Agitating truckers want thorough audit of oil companies

By IANS
Wednesday, January 7, 2009

NEW DELHI - Accusing oil companies of committing a Satyam Computers-like financial fraud, striking truckers Thursday demanded ‘thorough audit’ of the oil firms and asked the government to issue a white paper on the matter.

‘The government should come up with a white paper and there should be a thorough audit and investigation into the accounts of the oil companies. Such an investigation will expose the fraud committed by them and that would be similar to the fraud committed by Satyam Computers,’ Charan Singh Lohara, president of the All Indian Motor Transport Congress, told IANS.

Satyam Computers chairman B. Ramalinga Raju Wednesday resigned from the post after confessing to a Rs.70 billion (Rs.7,000 crore/$1.4 billion) fraud that had been going on for years.

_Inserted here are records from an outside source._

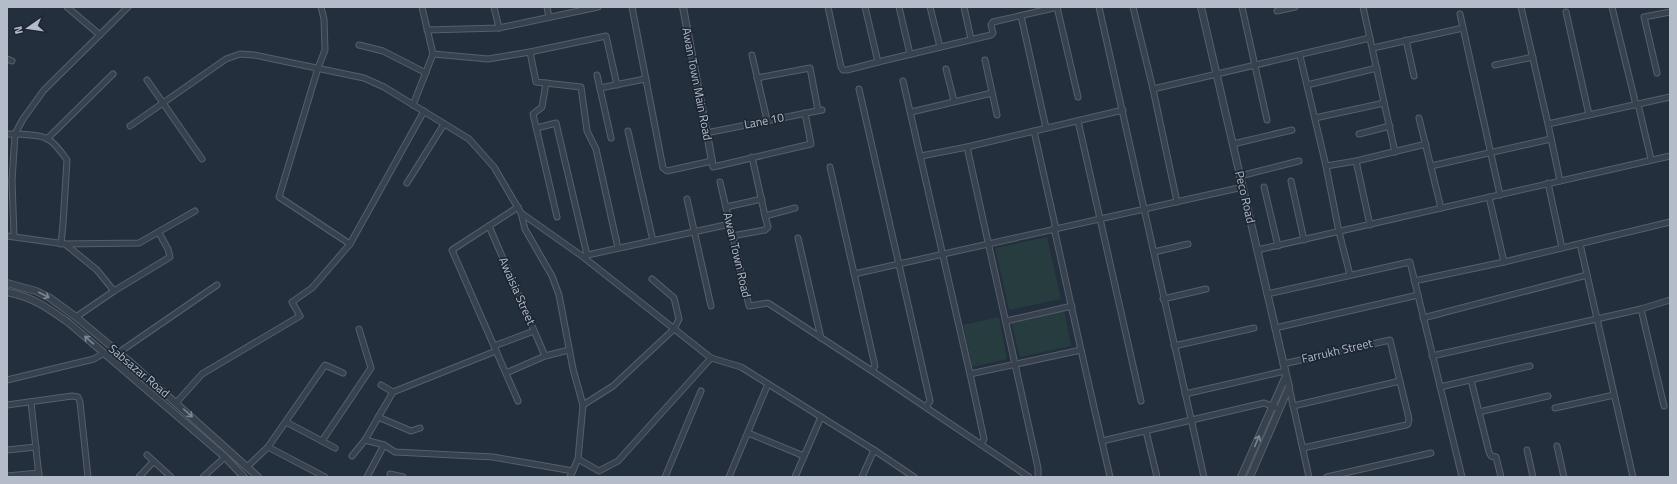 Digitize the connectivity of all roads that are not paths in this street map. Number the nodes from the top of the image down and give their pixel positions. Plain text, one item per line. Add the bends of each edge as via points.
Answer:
1 (67, 7) edge
2 (128, 7) edge
3 (321, 7) edge
4 (422, 7) edge
5 (494, 7) edge
6 (547, 7) edge
7 (598, 7) edge
8 (632, 7) edge
9 (683, 7) edge
10 (828, 7) edge
11 (865, 7) edge
12 (899, 7) edge
13 (930, 7) edge
14 (964, 7) edge
15 (1058, 7) edge
16 (1099, 7) edge
17 (1133, 7) edge
18 (1201, 7) edge
19 (1242, 7) edge
20 (1295, 7) edge
21 (1363, 7) edge
22 (1521, 7) edge
23 (1612, 7) edge
24 (1277, 11) dead end
25 (1566, 12) dead end
26 (1670, 12) edge
27 (1460, 14) dead end
28 (1021, 16) junction
29 (549, 17) junction
30 (499, 28) junction
31 (1463, 28) junction
32 (427, 30) junction
33 (100, 35) junction
34 (1370, 38) junction
35 (971, 39) junction
36 (1406, 40) junction
37 (359, 45) dead end
38 (940, 47) junction
39 (1372, 48) junction
40 (530, 52) junction
41 (433, 54) junction
42 (910, 54) junction
43 (752, 55) dead end
44 (1300, 56) junction
45 (1533, 57) junction
46 (985, 60) dead end
47 (878, 62) junction
48 (1254, 65) junction
49 (1495, 65) dead end
50 (318, 68) junction
51 (1377, 68) junction
52 (946, 69) dead end
53 (426, 73) junction
54 (1657, 73) dead end
55 (113, 74) dead end
56 (1216, 74) junction
57 (597, 75) dead end
58 (1414, 76) dead end
59 (757, 78) junction
60 (645, 79) junction
61 (147, 80) dead end
62 (904, 80) dead end
63 (546, 83) junction
64 (617, 84) junction
65 (1307, 85) junction
66 (600, 88) junction
67 (859, 89) dead end
68 (1153, 89) junction
69 (992, 93) junction
70 (1078, 97) dead end
71 (1670, 97) edge
72 (954, 101) junction
73 (164, 103) junction
74 (1384, 103) junction
75 (413, 105) junction
76 (1637, 105) junction
77 (1122, 110) junction
78 (424, 111) junction
79 (911, 112) junction
80 (805, 113) junction
81 (997, 115) dead end
82 (1589, 115) junction
83 (1315, 118) junction
84 (1419, 118) dead end
85 (767, 120) junction
86 (1267, 120) dead end
87 (1078, 121) junction
88 (444, 124) junction
89 (1548, 124) junction
90 (130, 126) dead end
91 (1390, 126) junction
92 (536, 128) junction
93 (1046, 128) junction
94 (1292, 130) dead end
95 (628, 131) dead end
96 (1034, 131) junction
97 (706, 133) junction
98 (7, 134) edge
99 (15, 134) junction
100 (1359, 134) dead end
101 (611, 138) dead end
102 (47, 139) junction
103 (1551, 139) junction
104 (1233, 144) junction
105 (1426, 144) junction
106 (967, 147) junction
107 (1395, 152) junction
108 (1491, 152) junction
109 (921, 156) junction
110 (1670, 156) edge
111 (752, 157) junction
112 (202, 159) dead end
113 (1651, 160) junction
114 (712, 161) junction
115 (1299, 161) dead end
116 (1356, 161) junction
117 (1326, 166) junction
118 (1431, 166) junction
119 (830, 167) dead end
120 (1240, 176) junction
121 (1291, 181) dead end
122 (1560, 181) junction
123 (720, 182) dead end
124 (407, 183) dead end
125 (1548, 183) junction
126 (1243, 187) junction
127 (1264, 187) dead end
128 (1500, 195) junction
129 (1489, 197) junction
130 (762, 199) junction
131 (687, 200) dead end
132 (1177, 202) junction
133 (518, 207) junction
134 (726, 207) junction
135 (795, 208) dead end
136 (1144, 208) junction
137 (1441, 208) junction
138 (195, 211) dead end
139 (521, 213) junction
140 (765, 216) junction
141 (557, 217) dead end
142 (1099, 219) junction
143 (1670, 222) edge
144 (730, 224) junction
145 (1370, 225) junction
146 (488, 226) junction
147 (1055, 228) junction
148 (694, 232) junction
149 (1339, 232) junction
150 (159, 233) junction
151 (7, 236) edge
152 (14, 236) junction
153 (732, 236) junction
154 (798, 238) dead end
155 (1304, 240) junction
156 (653, 241) junction
157 (63, 244) junction
158 (350, 244) junction
159 (989, 244) junction
160 (1188, 244) dead end
161 (1580, 244) junction
162 (1278, 246) junction
163 (618, 248) junction
164 (1562, 248) junction
165 (1257, 250) junction
166 (1154, 252) junction
167 (943, 254) junction
168 (584, 256) junction
169 (1504, 262) junction
170 (899, 264) junction
171 (854, 274) junction
172 (1350, 275) junction
173 (1587, 275) junction
174 (652, 280) dead end
175 (1414, 281) junction
176 (7, 283) edge
177 (217, 285) dead end
178 (1206, 289) dead end
179 (114, 290) junction
180 (7, 292) edge
181 (1267, 294) junction
182 (1418, 295) junction
183 (1163, 299) junction
184 (1670, 300) edge
185 (711, 306) dead end
186 (1072, 306) junction
187 (1641, 309) junction
188 (76, 317) junction
189 (1423, 318) junction
190 (1597, 318) junction
191 (1006, 321) junction
192 (1254, 328) dead end
193 (1275, 328) junction
194 (359, 329) dead end
195 (674, 329) junction
196 (534, 331) junction
197 (821, 338) junction
198 (1174, 346) junction
199 (495, 348) junction
200 (569, 350) junction
201 (1081, 350) junction
202 (104, 353) junction
203 (118, 353) junction
204 (546, 356) junction
205 (1432, 356) junction
206 (711, 358) junction
207 (1015, 364) junction
208 (1283, 364) junction
209 (1530, 366) dead end
210 (872, 371) junction
211 (342, 373) dead end
212 (506, 373) junction
213 (970, 374) junction
214 (1285, 374) junction
215 (7, 380) edge
216 (1471, 380) junction
217 (1400, 381) junction
218 (768, 384) junction
219 (380, 385) dead end
220 (1289, 387) junction
221 (1440, 387) junction
222 (701, 391) dead end
223 (393, 392) junction
224 (1185, 394) junction
225 (1614, 395) junction
226 (1548, 396) dead end
227 (518, 401) dead end
228 (1141, 401) dead end
229 (31, 402) junction
230 (176, 403) junction
231 (7, 405) edge
232 (583, 405) junction
233 (1272, 406) junction
234 (1293, 406) junction
235 (1664, 406) dead end
236 (926, 407) junction
237 (1555, 408) dead end
238 (1279, 409) junction
239 (1479, 412) junction
240 (378, 417) junction
241 (820, 417) junction
242 (1191, 420) junction
243 (286, 422) junction
244 (420, 428) dead end
245 (1146, 431) junction
246 (748, 433) junction
247 (365, 440) junction
248 (322, 441) junction
249 (1102, 441) junction
250 (981, 444) junction
251 (384, 445) junction
252 (1557, 446) dead end
253 (36, 447) junction
254 (268, 447) junction
255 (335, 448) dead end
256 (1303, 448) junction
257 (7, 450) edge
258 (874, 450) junction
259 (1527, 450) dead end
260 (1431, 453) dead end
261 (147, 455) dead end
262 (352, 456) dead end
263 (804, 456) junction
264 (225, 458) junction
265 (578, 458) junction
266 (153, 462) junction
267 (248, 466) junction
268 (573, 471) junction
269 (390, 474) dead end
270 (39, 475) edge
271 (7, 476) edge
272 (88, 477) edge
273 (139, 477) edge
274 (171, 477) edge
275 (203, 477) edge
276 (244, 477) edge
277 (258, 477) edge
278 (325, 477) edge
279 (367, 477) edge
280 (403, 477) edge
281 (570, 477) edge
282 (665, 477) edge
283 (729, 477) edge
284 (795, 477) edge
285 (862, 477) edge
286 (914, 477) edge
287 (1029, 477) edge
288 (1038, 477) edge
289 (1110, 477) edge
290 (1157, 477) edge
291 (1204, 477) edge
292 (1241, 477) edge
293 (1250, 477) edge
294 (1309, 477) edge
295 (1327, 477) edge
296 (1462, 477) edge
297 (1501, 477) edge
298 (1533, 477) edge
299 (1564, 477) edge
300 (1632, 477) edge

1 - 33 street
2 - 33 street
3 - 50 street via 324,20 324,50
4 - 32 street
5 - 30 street
6 - 29 street
7 - 29 street
8 - 60 street
9 - 97 street, Awan Town Main Road
10 - 47 street via 843,70
11 - 47 street
12 - 42 street
13 - 38 street
14 - 35 street
15 - 28 street
15 - 70 street
16 - 77 street
17 - 68 street
18 - 56 street, Peco Road
19 - 48 street
20 - 24 street
21 - 34 street
22 - 45 street
23 - 76 street
25 - 82 street
26 - 54 street via 1644,17
27 - 31 street
28 - 35 street via 993,22 993,34
28 - 93 street
29 - 30 street
30 - 32 street
31 - 36 street
31 - 108 street
32 - 41 street
33 - 99 street via 44,90
34 - 39 street
34 - 44 street
35 - 38 street
36 - 39 street
36 - 58 street
37 - 53 street via 383,51
38 - 42 street
39 - 51 street
40 - 41 street via 488,59
40 - 63 street via 536,82
40 - 64 street via 606,36
41 - 53 street
42 - 47 street
43 - 59 street
44 - 48 street
44 - 65 street
45 - 49 street
45 - 89 street
46 - 69 street
48 - 56 street
48 - 86 street
50 - 73 street via 240,54 226,59
50 - 75 street via 364,78
50 - 158 street via 279,197
51 - 65 street
51 - 74 street
52 - 72 street
53 - 75 street
55 - 102 street
56 - 68 street
56 - 104 street, Peco Road
57 - 66 street
59 - 80 street, Lane 10 via 810,68 820,110
59 - 85 street
60 - 64 street
60 - 114 street via 663,168 667,171
61 - 73 street
62 - 79 street
63 - 92 street via 542,107 533,114
63 - 163 street via 581,87 586,131 596,149
64 - 66 street
65 - 83 street
66 - 101 street
67 - 170 street
68 - 132 street
69 - 72 street
69 - 81 street
71 - 76 street
72 - 79 street
73 - 90 street
73 - 112 street
74 - 83 street
74 - 91 street
75 - 78 street
76 - 82 street
76 - 113 street
77 - 87 street
77 - 136 street
78 - 88 street
78 - 158 street
79 - 109 street
80 - 85 street, Lane 10
80 - 111 street via 811,144
82 - 89 street
83 - 117 street
84 - 105 street
85 - 97 street, Lane 10
87 - 93 street
87 - 142 street
88 - 124 street
88 - 133 street via 469,139 494,167
89 - 103 street
91 - 100 street
91 - 107 street
92 - 141 street
92 - 168 street via 556,123
93 - 96 street
94 - 104 street
95 - 156 street
96 - 106 street
96 - 147 street
97 - 114 street, Awan Town Main Road
98 - 99 street
99 - 102 street
99 - 152 street via 12,181
102 - 157 street via 67,160
103 - 108 street
103 - 122 street
104 - 120 street, Peco Road
105 - 107 street
105 - 118 street
106 - 109 street
106 - 159 street
107 - 116 street
108 - 118 street
108 - 128 street
109 - 167 street
110 - 113 street
111 - 114 street via 713,168
111 - 130 street
113 - 122 street
115 - 120 street
116 - 117 street
116 - 145 street
117 - 149 street
118 - 137 street
119 - 171 street
120 - 126 street, Peco Road
121 - 155 street
122 - 125 street
123 - 134 street, Awan Town Road
125 - 128 street
125 - 164 street
126 - 132 street
126 - 165 street, Peco Road
127 - 162 street
128 - 129 street
129 - 137 street
129 - 169 street
130 - 134 street
130 - 140 street
131 - 148 street
132 - 136 street
133 - 139 street
133 - 146 street
134 - 144 street, Awan Town Road
135 - 140 street
136 - 142 street
136 - 166 street
137 - 145 street
138 - 150 street
139 - 168 street
139 - 200 street via 525,229 552,276 559,294
140 - 153 street via 768,227 765,230
142 - 147 street
142 - 228 street
143 - 161 street
144 - 148 street
144 - 153 street, Awan Town Road
145 - 149 street
146 - 196 street, Awaisia Street
146 - 199 street via 452,250
147 - 159 street
147 - 186 street
148 - 156 street
148 - 185 street
149 - 155 street
149 - 172 street
150 - 157 street via 139,243
150 - 179 street via 170,256
151 - 152 street
152 - 157 street
153 - 197 street, Awan Town Road via 749,306 768,303
154 - 197 street
155 - 162 street
156 - 163 street
157 - 179 street via 97,270
158 - 230 street via 312,288 292,302 300,316 202,374
159 - 167 street
159 - 191 street
160 - 166 street
161 - 164 street
161 - 173 street
162 - 165 street
163 - 168 street
164 - 169 street
165 - 181 street, Peco Road
166 - 183 street
167 - 170 street
167 - 213 street
168 - 195 street
169 - 175 street
170 - 171 street
170 - 236 street via 930,401
171 - 210 street via 875,366
172 - 175 street via 1408,262 1411,264
172 - 181 street
173 - 189 street
173 - 190 street
174 - 195 street via 674,298 679,319
175 - 182 street
176 -> 188 street, Sabsazar Road via 43,294
177 - 203 street
178 - 183 street
179 - 188 street
202 -> 180 street via 44,305 19,294
181 - 193 street, Peco Road
182 - 189 street
182 - 193 street
183 - 198 street
184 - 187 street
186 - 191 street
186 - 201 street
187 - 190 street
187 - 235 street
188 - 203 street, Sabsazar Road
189 - 205 street
190 - 205 street
190 - 225 street
191 - 207 street
192 - 198 street
193 - 208 street, Peco Road
194 - 248 street via 371,368
195 - 206 street
195 - 232 street via 613,386
196 - 199 street
196 - 204 street, Awaisia Street
197 - 210 street
198 - 224 street
199 - 212 street
199 - 223 street
200 - 204 street
200 - 232 street
201 - 207 street
201 - 249 street
202 - 215 street via 94,359
202 - 264 street
203 - 230 street, Sabsazar Road
204 - 212 street
205 - 221 street
206 - 218 street via 741,367
206 - 265 street via 618,461 599,471
207 - 213 street
207 - 288 street
208 - 214 street, Peco Road
208 - 217 street, Farrukh Street via 1390,340
209 - 216 street
210 - 236 street
211 - 243 street via 325,365
212 - 227 street
213 - 250 street via 984,439
214 - 220 street, Peco Road
214 - 224 street
214 - 233 street
216 - 221 street
216 - 239 street
217 - 234 street
217 - 256 street via 1408,424
218 - 241 street
218 - 246 street
219 - 223 street
220 - 234 street
220 - 238 street
221 - 296 street
222 - 282 street
223 - 240 street
224 - 242 street
225 - 237 street
225 - 300 street
226 - 239 street
229 - 231 street
229 - 253 street
229 - 272 street via 72,396 78,398
230 -> 267 street, Sabsazar Road
232 - 265 street
233 - 238 street
233 - 242 street via 1264,403
292 -> 233 street
234 - 256 street
236 - 250 street
238 - 293 street
239 - 297 street via 1489,452 1491,456 1496,457
240 - 244 street via 411,432
240 - 247 street
241 - 258 street
241 - 263 street
242 - 245 street
242 - 291 street
243 - 248 street
243 - 254 street
245 - 249 street
245 - 290 street
246 - 263 street
246 - 283 street
247 - 251 street
247 - 262 street
248 - 255 street
249 - 289 street
250 - 287 street
251 - 268 street via 395,452 493,457
251 - 279 street
252 - 299 street
253 - 257 street
253 - 270 street
254 - 267 street
254 - 278 street
256 - 294 street
258 - 285 street
258 - 286 street
259 - 298 street
260 - 295 street
261 - 266 street
263 - 284 street
264 - 275 street
264 - 276 street
265 - 268 street
266 - 273 street
266 - 274 street
267 - 277 street, Sabsazar Road
268 - 281 street
269 - 280 street
270 - 271 street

A white paper is an authoritative report issued by governments that often addresses particular problems and how to solve them.

The transporters, who started a nationwide strike Monday, are dissatisfied with the diesel price cut of Rs.2, announced by the government last month. They demand the government lower diesel and tyre prices.

‘There is a lot of scope for the government to reduce prices of diesel as the global crude oil prices have fallen to 2004 levels. The cut in diesel prices does not match the huge decline in global crude oil prices,’ Lohara said.

He said the government has given maximum relief to airline operators. ‘They get fuel less than the market price. But we, despite being the lifeline of the country, pay the market price. The government does not want to reduce the price of diesel even after the crude oil prices dipped drastically,’ he added.

Meanwhile, states like Delhi, Uttar Pradesh and Gujarat have used Essential Services Maintenance Act (ESMA) to deal with the four-day-old strike, even as traders said the agitation has hit supplies of essential commodities.

Brahm Yadav, chairman of the Delhi Agriculture Marketing Board, said prices of several commodities, which have already risen on account of the strike, could shoot up further if it continued.

Over 70 percent of freight in India moves by road, and the Federation of Indian Export Organisations (FIEO), the apex body of exporters’ organisations across the country, has said the country would lose about Rs.10 billion daily due to the stir.